The Agricultural Development Bank (Panama) (BDA) recovered over 42 million dollars from its loan portfolio in 2025. This significant financial recovery aims to strengthen the institution’s capital base for future lending programs.
Official figures from the bank’s Credit Management department show a capital recovery of 38.6 million dollars last year. An additional 3.48 million dollars was recovered in interest payments, bringing the total to 42,139,112 dollars. The recovery momentum has continued into early 2026, with over 5.3 million dollars recouped by mid-February.
Targeted Recovery Efforts and Regional Performance
Bank officials have prioritized collecting on what they term “bad credits” issued by previous administrations. The BDA’s Legal Advisory Office is leading this effort to return these funds to the institution’s core finances. This strategic move directly supports the bank’s financial strengthening goals.
Regional data reveals Chiriquí province led the recovery effort with 8.85 million dollars collected. It was followed closely by Los Santos province with 7.5 million dollars and Coclé with 6.62 million dollars. These three regions accounted for more than half of the total amount recovered nationwide in 2025.
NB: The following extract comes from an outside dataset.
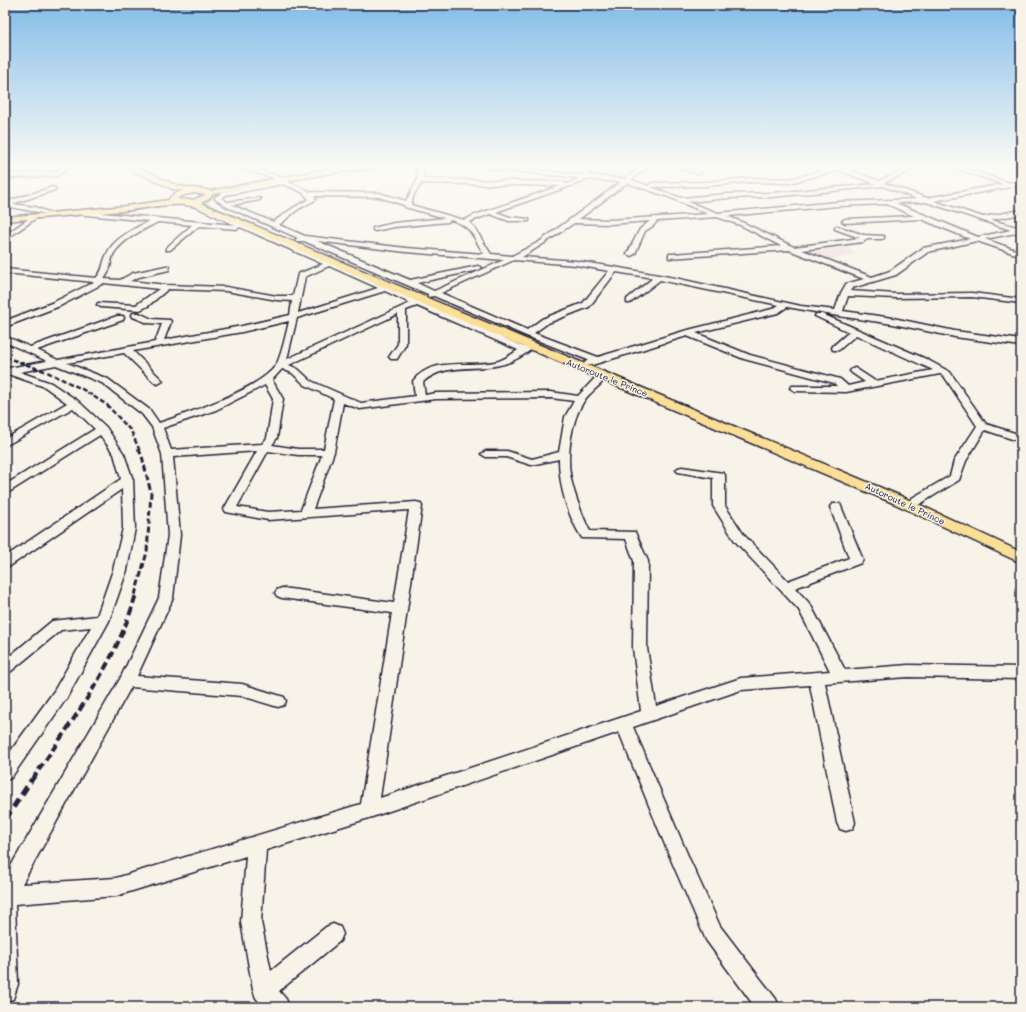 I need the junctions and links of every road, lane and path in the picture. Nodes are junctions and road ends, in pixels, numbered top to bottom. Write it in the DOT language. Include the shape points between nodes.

“We have established the recovery of non-performing loans as a priority to achieve the return of these funds to the institution’s finances for its financial strengthening,” stated the BDA’s Legal Advisory Office. [Translated from Spanish]
The replenished funds are already being redirected into new credit initiatives. One new program offers special loans to small cattle ranchers for drilling water wells. This directly addresses critical water shortages during the dry season.
New Loans Address Critical Dry Season Needs
This aggressive new lending program initially focuses on provinces within Panama’s Dry Arc (Panama) region, including Coclé, Herrera, and Los Santos. The program’s goal is ensuring livestock have necessary water supplies. Bank executives plan to extend this specialized credit plan to all provinces across the country.
The recovered capital, measured in millions of Panamanian balboa, provides the BDA with greater lending capacity. It marks a pivotal shift from recovering past debts to funding future agricultural resilience. This financial turnaround enables the bank to better serve Panama’s vital farming and ranching sectors with immediate, impactful solutions.